RFC 059: std.regex — regular expressions, matches, captures, and replacement¶
- Status: Planned
- Created: 2026-04-14
- Author(s): Danny Meijer (@dannymeijer)
- Related:
- RFC 022 (namespaced stdlib modules and compiler handoff)
- RFC 023 (compilable stdlib and Rust module binding)
- Issue: https://github.com/dannys-code-corner/incan/issues/294
- RFC PR: —
- Written against: v0.2
- Shipped in: —
Summary¶
This RFC proposes std.regex as Incan's standard regular-expression module. It provides a compiled Regex type together with explicit Match and Captures result types, plus the normal search, capture, split, and replacement operations that text-processing code expects. The core stdlib contract intentionally follows a predictable Rust-regex/RE2-style engine model rather than a fully backtracking Perl-like engine: the standard surface should be strong enough for real analytics, cleanup, and tooling work while preserving predictable performance and avoiding catastrophic-regex footguns in the default engine.
Motivation¶
Regex support is a practical stdlib need for CLIs, data cleaning, text extraction, log processing, source transformation, and general systems glue. Without a standard regex module, users either hand-roll brittle string logic or fall through to Rust-specific APIs that leak substrate vocabulary and semantics into ordinary Incan code.
This matters because regex is not just a convenience:
- text-oriented tooling needs pattern search and replacement constantly;
- parsing-lite tasks often do not justify a full parser;
- migration and cleanup work depends on predictable capture and replacement behavior;
- analytics pipelines frequently need repeated scanning and extraction over large datasets, where pathological regex behavior is not acceptable as the default.
std.regex should therefore exist as a real module, not as an implicit "use Rust if you need it" footnote.
Goals¶
- Provide a standard compiled
Regextype. - Support search, full-match, capture groups, splitting, and replacement.
- Define an Incan-owned API contract rather than exposing Rust engine types directly.

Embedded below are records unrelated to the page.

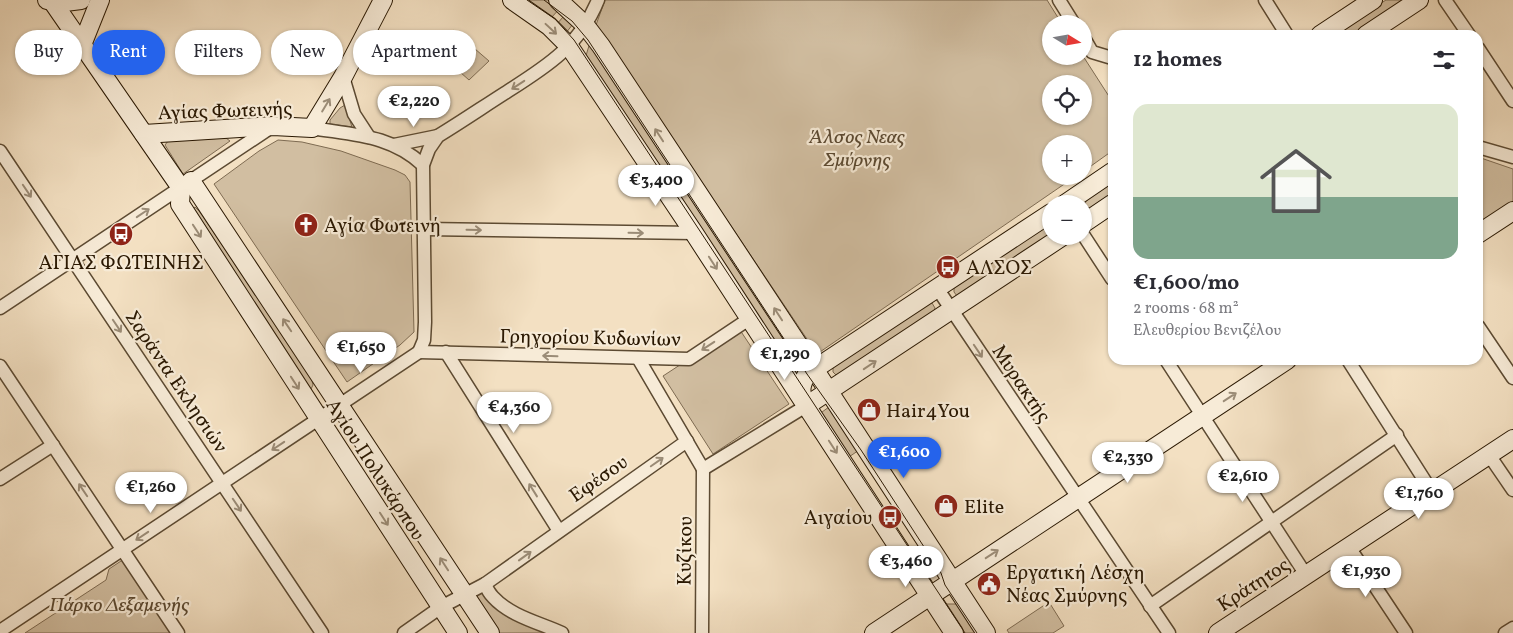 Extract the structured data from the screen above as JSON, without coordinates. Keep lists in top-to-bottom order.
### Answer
{
  "streets": {
    "street": [
      "Αγίας Φωτεινής",
      "Γρηγορίου Κυδωνίων",
      "Σαράντα Εκλησιών",
      "Μυρακτής",
      "Αγίου Πολυκάρπου",
      "Εφέσου",
      "Κυζίκου",
      "Κράτητος"
    ]
  },
  "crossings": [
    ["Αγίας Φωτεινής", "Αγίου Πολυκάρπου"],
    ["Αγίου Πολυκάρπου", "Εφέσου"]
  ],
  "one_way": ["Σαράντα Εκλησιών", "Μυρακτής", "Εφέσου"],
  "parks": ["Άλσος Νεας Σμύρνης", "Πάρκο Δεξαμενής"],
  "places": {
    "church": ["Αγία Φωτεινή"],
    "bus stop": ["ΑΓΙΑΣ ΦΩΤΕΙΝΗΣ", "ΑΛΣΟΣ", "Αιγαίου"],
    "shop": ["Hair4You", "Elite"],
    "public building": ["Εργατική Λέσχη Νέας Σμύρνης"]
  },
  "north": "right",
  "page": {
    "map_buttons": ["+", "−"],
    "chip": [
      "Buy",
      "Rent",
      "Filters",
      "New",
      "Apartment"
    ],
    "heading": "12 homes",
    "price": [
      "€2,220",
      "€3,400",
      "€1,650",
      "€1,290",
      "€4,360",
      "€1,600",
      "€2,330",
      "€2,610",
      "€1,260",
      "€1,760",
      "€3,460",
      "€1,930"
    ],
    "list": [
      {
        "name": "€1,600/mo",
        "note": "2 rooms · 68 m² · Ελευθερίου Βενιζέλου"
      }
    ]
  }
}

- Keep the core stdlib engine predictable enough that regex is safe as a default tool in analytics and text-processing code.
- Leave room for stronger, backtracking-style regex support in separate packages when users truly need advanced syntax such as lookaround or backreferences.
Non-Goals¶
- Standardizing every possible regex engine feature in core stdlib.
- Committing to shell-glob syntax or wildcard matching in this RFC.
- Solving parser-level language grammars with regex alone.
- Guaranteeing cross-engine portability with non-stdlib regex implementations.
- Making advanced backtracking regex the default
std.regexbehavior.
Guide-level explanation¶
Authors should be able to compile a regex once and reuse it for matching and extraction.
from std.regex import Regex
version_re = Regex(r"^v(?P<major>\d+)\.(?P<minor>\d+)$")?
caps = version_re.captures("v0.2")?
if caps.is_some():
captured = caps.unwrap()
println(captured.group("major")?)
Scanning through text should be straightforward too.
from std.regex import Regex
word_re = Regex(r"\w+")?
for m in word_re.find_iter(text):
println(f"{m.start()}:{m.end()} => {m.as_str()}")
Replacement should support both simple strings and programmable replacements.
from std.regex import Regex
space_re = Regex(r"\s+")?
cleaned = space_re.replace_all(text, " ")
from std.regex import Regex
name_re = Regex(r"(?P<first>\w+)\s+(?P<last>\w+)")?
reversed = name_re.replace_all(text, fn(caps) -> str:
f"{caps.group('last')?}, {caps.group('first')?}"
)
The mental model is:
Regexis compiled and reusable;Matchis for one match span;Capturesis for one capture-bearing match;- the core engine is the safe, predictable regex engine;
- stronger "fancy regex" can live in packages outside stdlib.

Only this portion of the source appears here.